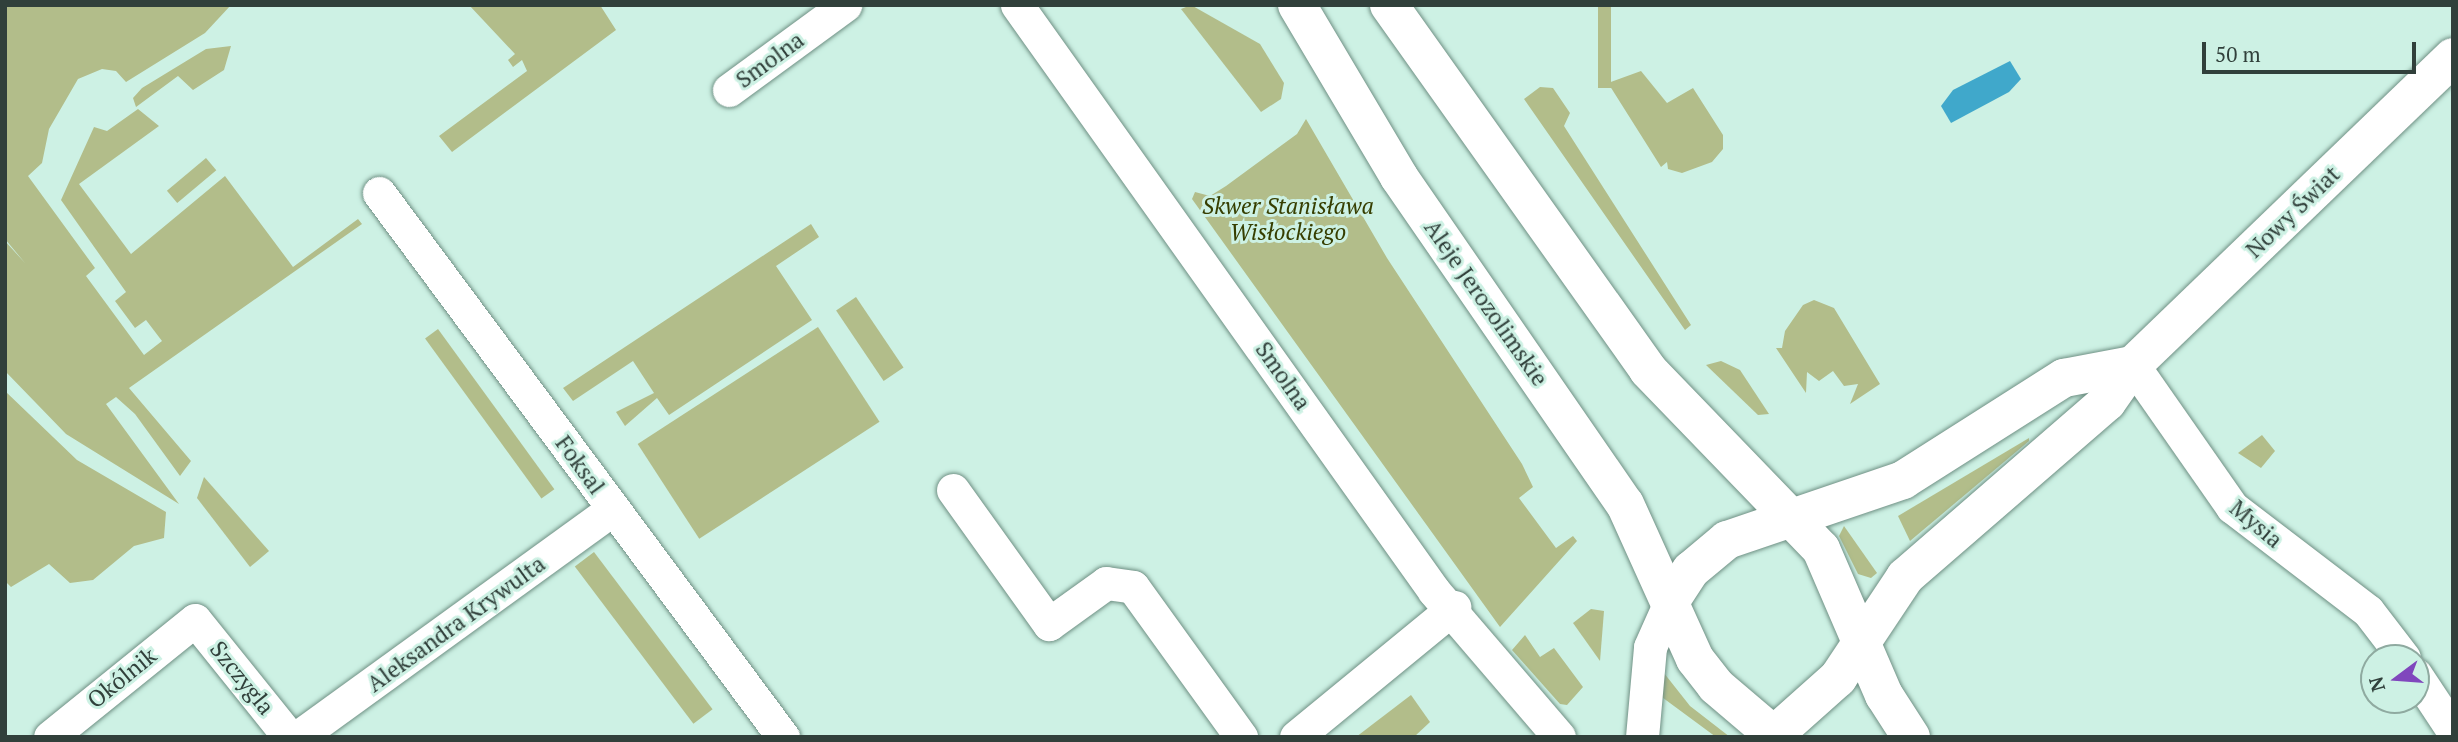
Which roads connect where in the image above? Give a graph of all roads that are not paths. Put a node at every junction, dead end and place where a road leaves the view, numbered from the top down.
1 (845, 5) edge
2 (1017, 5) edge
3 (1297, 5) edge
4 (1389, 5) edge
5 (2453, 57) edge
6 (729, 90) dead end
7 (379, 193) dead end
8 (2133, 365) junction
9 (953, 490) dead end
10 (613, 509) junction
11 (1793, 515) junction
12 (1670, 602) junction
13 (1454, 607) junction
14 (195, 620) joint
15 (1860, 640) junction
16 (2393, 644) edge
17 (2430, 696) edge
18 (1643, 721) edge
19 (2453, 731) edge
20 (775, 734) edge
21 (1774, 736) edge
22 (50, 737) edge
23 (289, 737) edge
24 (298, 737) edge
25 (1241, 737) edge
26 (1296, 737) edge
27 (1559, 737) edge
28 (1631, 737) edge
29 (1911, 737) edge

1 - 6 street, Smolna
2 - 13 street, Smolna
3 - 12 main road, Aleje Jerozolimskie
4 - 11 main road
5 - 8 main road, Nowy Świat
7 - 10 street, Foksal
8 - 11 main road
8 - 15 main road, Nowy Świat
8 - 16 street, Mysia
9 - 25 street
10 - 20 street, Foksal
10 - 24 street, Aleksandra Krywulta
11 - 12 main road
11 - 15 main road
12 - 18 street
12 - 21 main road
13 - 26 street
13 - 27 street, Smolna
14 - 22 street, Okólnik
14 - 23 street, Szczygla
15 - 21 main road
15 - 29 main road
17 - 19 street
18 - 28 street

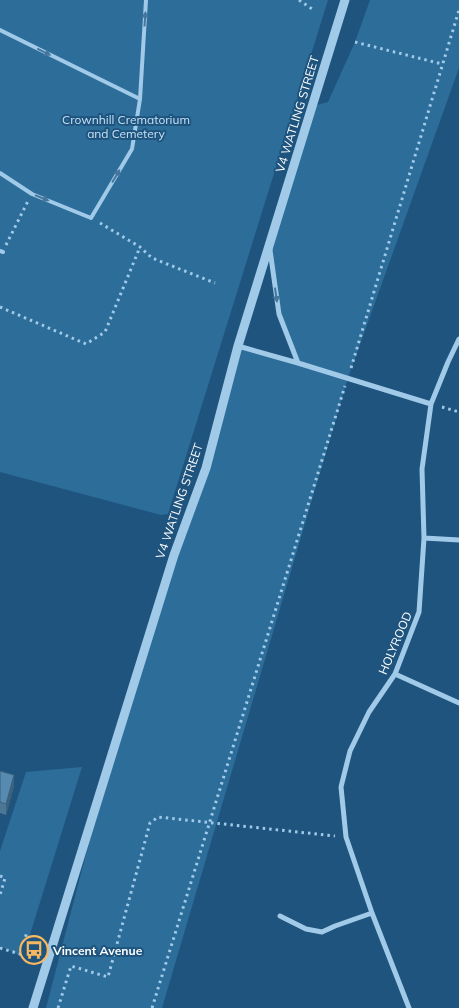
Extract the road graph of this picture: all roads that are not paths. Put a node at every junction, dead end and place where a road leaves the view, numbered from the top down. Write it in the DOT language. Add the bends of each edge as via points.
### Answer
graph roads {
  1 [pos="146,0"];
  2 [pos="344,0"];
  3 [pos="0,30"];
  4 [pos="140,99"];
  5 [pos="0,172"];
  6 [pos="270,247"];
  7 [pos="459,339"];
  8 [pos="238,346"];
  9 [pos="298,363"];
  10 [pos="432,404"];
  11 [pos="424,538"];
  12 [pos="459,540"];
  13 [pos="395,674"];
  14 [pos="459,703"];
  15 [pos="372,913"];
  16 [pos="280,916"];
  17 [pos="33,1006"];
  18 [pos="409,1008"];
  4 -- 1 [label="lane, one-way"];
  2 -- 6 [label="street, V4 WATLING STREET"];
  3 -- 4 [label="lane, one-way"];
  5 -- 4 [label="lane, one-way" via="32,194 91,218 132,149"];
  6 -- 8 [label="street, V4 WATLING STREET"];
  6 -- 9 [label="street, one-way" via="279,314"];
  7 -- 10 [label="street, HOLYROOD"];
  8 -- 9 [label="street"];
  8 -- 17 [label="street, V4 WATLING STREET" via="206,468 174,555"];
  9 -- 10 [label="street"];
  10 -- 11 [label="street, HOLYROOD" via="422,469"];
  11 -- 12 [label="street"];
  11 -- 13 [label="street, HOLYROOD" via="419,612"];
  13 -- 14 [label="street"];
  13 -- 15 [label="street, HOLYROOD" via="369,712 350,751 342,788 346,837"];
  15 -- 16 [label="street" via="322,932 306,929"];
  15 -- 18 [label="street, HOLYROOD"];
}
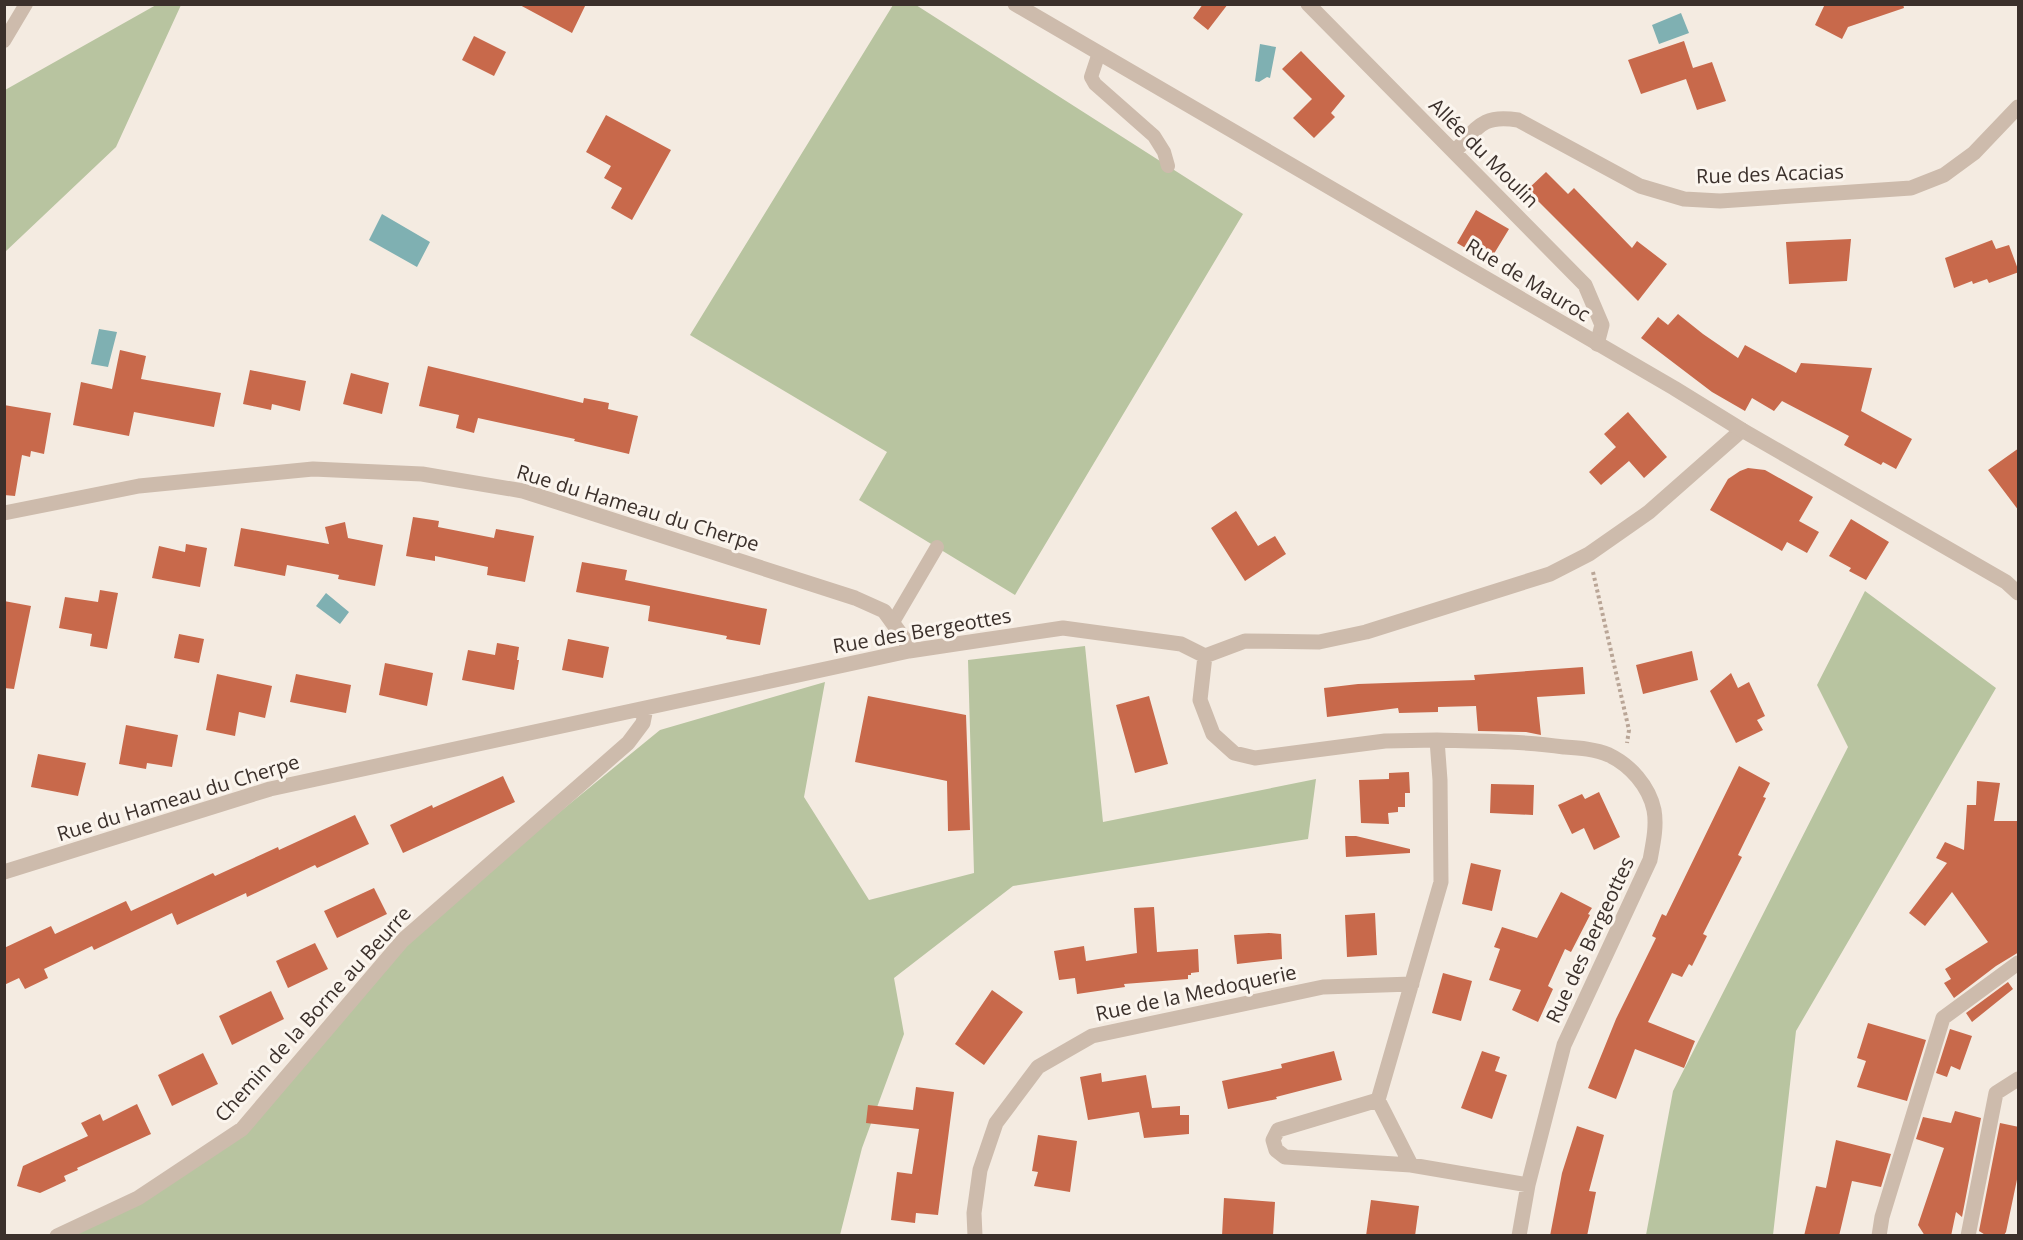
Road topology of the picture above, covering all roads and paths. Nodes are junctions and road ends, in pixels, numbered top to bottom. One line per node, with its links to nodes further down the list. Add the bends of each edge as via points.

--*--

* **Your objective**: Write out exactly the lines running from the one with "Extract the road" through the end of the material, both ends included, while leaving the pictures out.

* **Output for this task**:
Extract the road graph of this picture: all roads that are not paths. Put a node at every junction, dead end and place where a road leaves the view, numbered from the top down. Write it in the DOT language. Add the bends of each edge as via points.
### Answer
graph roads {
  1 [pos="146,0"];
  2 [pos="344,0"];
  3 [pos="0,30"];
  4 [pos="140,99"];
  5 [pos="0,172"];
  6 [pos="270,247"];
  7 [pos="459,339"];
  8 [pos="238,346"];
  9 [pos="298,363"];
  10 [pos="432,404"];
  11 [pos="424,538"];
  12 [pos="459,540"];
  13 [pos="395,674"];
  14 [pos="459,703"];
  15 [pos="372,913"];
  16 [pos="280,916"];
  17 [pos="33,1006"];
  18 [pos="409,1008"];
  4 -- 1 [label="lane, one-way"];
  2 -- 6 [label="street, V4 WATLING STREET"];
  3 -- 4 [label="lane, one-way"];
  5 -- 4 [label="lane, one-way" via="32,194 91,218 132,149"];
  6 -- 8 [label="street, V4 WATLING STREET"];
  6 -- 9 [label="street, one-way" via="279,314"];
  7 -- 10 [label="street, HOLYROOD"];
  8 -- 9 [label="street"];
  8 -- 17 [label="street, V4 WATLING STREET" via="206,468 174,555"];
  9 -- 10 [label="street"];
  10 -- 11 [label="street, HOLYROOD" via="422,469"];
  11 -- 12 [label="street"];
  11 -- 13 [label="street, HOLYROOD" via="419,612"];
  13 -- 14 [label="street"];
  13 -- 15 [label="street, HOLYROOD" via="369,712 350,751 342,788 346,837"];
  15 -- 16 [label="street" via="322,932 306,929"];
  15 -- 18 [label="street, HOLYROOD"];
}
Road topology of the picture above, covering all roads and paths. Nodes are junctions and road ends, in pixels, numbered top to bottom. One line per node, with its links to nodes further down the list. Add the bends of each edge as via points.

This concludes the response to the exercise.